Abstract

Say what you like about Rupert Murdoch – and who hasn't, over the past 40 years? – but surely we have to admire a man who loves newspapers enough to move his own titles to the kind of smart new building that only the new-media barons of Silicon Valley were meant to be able to afford.
For the past 15 years, all the swagger has come from Facebook, Google and Twitter, celebrating world domination from ostentatious real estate on the West Coast. But in the new offices of News UK – the British end of the Murdoch newspaper empire, rechristened after News International died of shame – we see a statement of intent that tells us there is life yet in print.
It's not so much the building, a new glass tower rendered unremarkable by the Shard that towers above it, close to London Bridge, as the zeal that goes with it. For reasons that they brought on themselves, the Murdoch boys and girls have had a rough three years, losing the News of the World and seeing The Sun diminished by stories of illegal behaviour. Now they are back and, in a manner that should warm the heart of anyone who has ever walked into a newspaper office, they want the world to know it.
When did we last see newspapers shouting the odds? By the time I arrived on Fleet Street in 1981, the great architectural statements of early 20th century press power – the Telegraph, Express and Mail buildings – were magnificent only from the outside. The foyers were already given over to sorry piles of archive copies and classified ad sales. And when the exodus began, later that decade, most titles retreated into shared blocks or – the Murdoch papers – behind the fortified fences of Wapping. The Mail maintained more front than most, mounting busts of its great men in a grand atrium and, more recently, celebrating its heritage with portraits of former editors and moments from its history. What a shame that shoppers on Ken High stroll by unaware of the editorial power pulsating above Whole Foods. Elsewhere, only The Guardian has made much effort to say hello, giving over the ground floor of its newish premises in Kings Cross to creative exhibitions that suggest something more romantic than a financial services company.

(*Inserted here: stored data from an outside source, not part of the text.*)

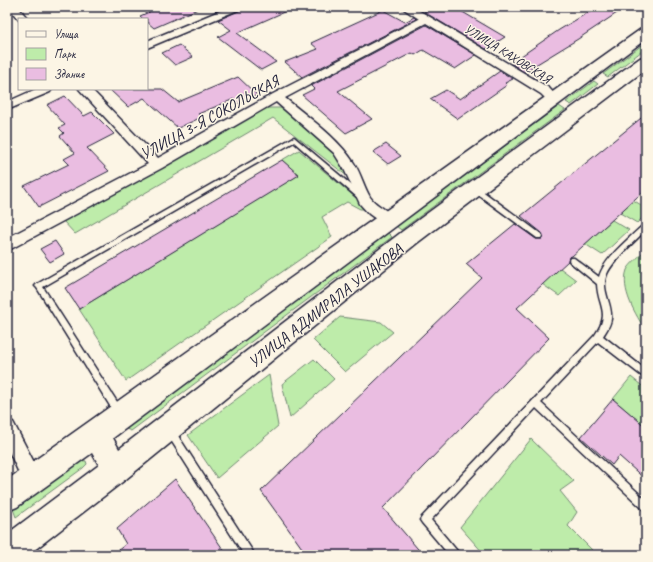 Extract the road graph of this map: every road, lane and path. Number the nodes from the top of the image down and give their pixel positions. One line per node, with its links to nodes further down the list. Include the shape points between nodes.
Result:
1 (237, 7): 7 (street)
2 (406, 7): 5 (street, УЛИЦА КАХОВСКАЯ)
3 (13, 8): 4 (street)
4 (22, 18)
5 (427, 19): 13 (street, УЛИЦА 3-Я СОКОЛЬСКАЯ); 14 (street, УЛИЦА КАХОВСКАЯ, via 545,91)
6 (646, 32): 9 (main road, УЛИЦА АДМИРАЛА УШАКОВА)
7 (148, 45)
8 (646, 61): 10 (main road, УЛИЦА АДМИРАЛА УШАКОВА)
9 (594, 69): 10 (main road, via 599,80); 14 (main road, УЛИЦА АДМИРАЛА УШАКОВА)
10 (616, 82): 17 (main road, УЛИЦА АДМИРАЛА УШАКОВА)
11 (44, 90): 15 (street)
12 (86, 90): 16 (street)
13 (277, 97): 16 (street, УЛИЦА 3-Я СОКОЛЬСКАЯ); 18 (street, via 338,150 350,167)
14 (553, 99): 19 (main road, УЛИЦА АДМИРАЛА УШАКОВА)
15 (7, 106)
16 (157, 165): 22 (street, УЛИЦА 3-Я СОКОЛЬСКАЯ)
17 (474, 188): 21 (lane); 30 (main road, УЛИЦА АДМИРАЛА УШАКОВА)
18 (365, 200): 19 (street); 28 (lane, via 294,139 39,286)
19 (388, 220): 28 (main road, УЛИЦА АДМИРАЛА УШАКОВА)
20 (646, 226): 24 (lane, via 611,262 603,273)
21 (540, 236)
22 (7, 245)
23 (572, 260): 24 (lane)
24 (601, 283): 25 (lane, via 608,318 603,332)
25 (598, 337): 26 (lane); 27 (lane)
26 (646, 375)
27 (536, 403): 35 (lane); 38 (lane, via 425,520)
28 (121, 416): 31 (main road, УЛИЦА АДМИРАЛА УШАКОВА)
29 (7, 428): 33 (street)
30 (168, 428): 32 (main road, УЛИЦА АДМИРАЛА УШАКОВА); 37 (lane)
31 (96, 434): 32 (main road); 33 (main road, УЛИЦА АДМИРАЛА УШАКОВА)
32 (116, 469): 36 (main road, УЛИЦА АДМИРАЛА УШАКОВА)
33 (32, 479): 34 (main road, УЛИЦА АДМИРАЛА УШАКОВА)
34 (7, 497)
35 (646, 506)
36 (7, 553)
37 (250, 555)
38 (455, 555) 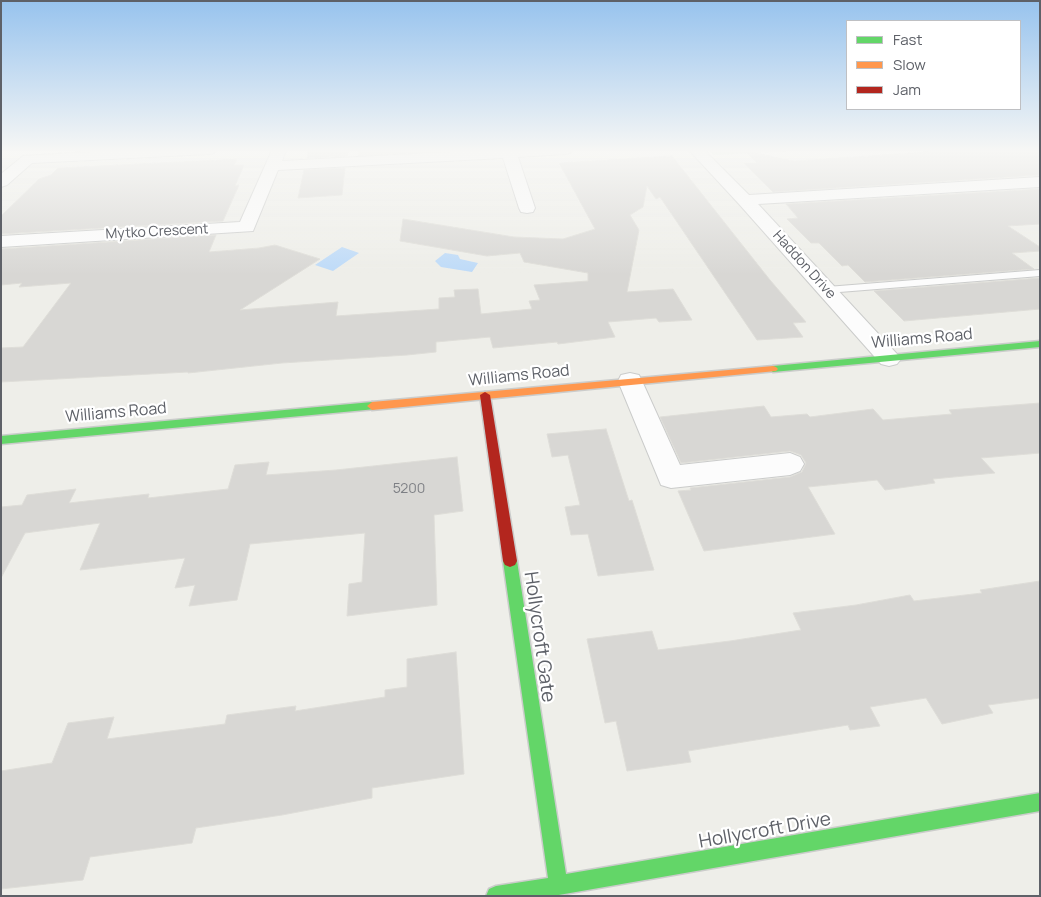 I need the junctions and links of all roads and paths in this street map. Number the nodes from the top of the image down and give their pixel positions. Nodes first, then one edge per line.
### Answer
1 (261, 192) edge
2 (522, 192) edge
3 (737, 192) edge
4 (878, 192) edge
5 (745, 200) junction
6 (527, 208) dead end
7 (1, 242) edge
8 (1040, 273) edge
9 (827, 290) junction
10 (1040, 344) edge
11 (889, 359) junction
12 (630, 381) junction
13 (485, 395) junction
14 (1, 440) edge
15 (790, 464) dead end
16 (1040, 802) edge
17 (558, 884) junction
18 (496, 896) edge

1 - 7 street, Mytko Crescent
2 - 6 street
3 - 5 street, Haddon Drive
4 - 5 street
5 - 9 street, Haddon Drive
8 - 9 lane
9 - 11 street, Haddon Drive
10 - 11 street, Williams Road
11 - 12 street, Williams Road
12 - 13 street, Williams Road
12 - 15 street
13 - 14 street, Williams Road
13 - 17 street, Hollycroft Gate
16 - 17 street, Hollycroft Drive
17 - 18 street, Hollycroft Drive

Which is not to say that you can just walk in to News UK. Even those reporters – and at least one editor – used occasionally to vault the security gates installed in the 1980s acknowledge now that they are necessary. The attack in Paris has made all journalists more cautious. But at least a large, airy foyer speaks of a certain confidence, as does a 30 year lease. Above the reception desk a mighty banner proclaims the glory of the media in an uppercase style that would never be seen on a newspaper page. Here it is in full. Now don't laugh:
“TELLING THE STORIES THAT MATTER, SEEDING IDEAS AND STIRRING EMOTION. CAPTURING MOMENTS, MEANING AND MAGIC. MAKING SENSE OF THE WORLD. ON THE SHOULDERS OF GIANTS, IN THE THICK OF IT, BEHIND THE SCENES AND FIGHTING THE GOOD FIGHT. LONG-FORM AND RAPID-FIRE, PRAGMATIC AND POETIC, COMICAL AND CRITICAL. BEING AT THE BIGGEST EVENTS WITH THE BIGGEST NAMES. NOTICING THE SMALLEST DETAILS AND STICKING UP FOR THE LITTLE GUY. INCREDIBLE STORIES, EXTRAORDINARY EXPERIENCES AND EVERYDAY LIFE. ENLIGHTENMENT AND ENTERTAINMENT. CLARITY AND CONNECTIONS. DELIVERING THE RIGHT CONTENT IN THE RIGHT WAY. WHETHER LEAN BACK OR LEAN IN, PRINT OR PIXEL, SNACKING OR SUBSCRIPTION. IN REAL TIME, DOWN TIME OR EXTRA TIME. LOOKING BACKWARDS ONLY WHEN IT HELPS TO MAKE SENSE OF WHAT'S IN FRONT OF YOU. BECAUSE THE TIME IS NOW TO SEE THINGS DIFFERENTLY AND TO DO THINGS DIFFERENTLY. TO RECONNECT WITH OUR PAST IN ORDER TO REDEFINE OUR FUTURE. TO RETHINK CONTINUOUSLY THE BUSINESS OF STORY TELLING.”
Yes, yes, it could have done with some serious subbing, and a cull of cliché, but it's trying – trying harder than anyone (except The Guardian, at its premises) to explain that there is something important going on in this building.
And the organisation is offering a more open face. I've been to three events there already, which is three times more than I had been to at other offces. The other day News UK lent a floor to the National Council for the Training of Journalists, for a conference of students. The following week it was holding an evening for its News Academy, a scheme to get school leavers interested in journalism. Have a look at the website: it actually tells you what a media company does and makes you want to be a part of it.
The cynics will say this was the only option for an organisation fallen so low. And they will ask – after its adolescent jokes over page three – whether it is sincere. But I met some journalists who said they went to work with a new pride, who looked forward to meeting students and readers and who wondered why their employer had done so little before to show a thoughtful, friendly face to the world. Perhaps I was just there on a sunny day, with light flooding the floors from all sides and the wonder of London stretched out before us, 17 floors below. But I reckon this new mood might just catch on.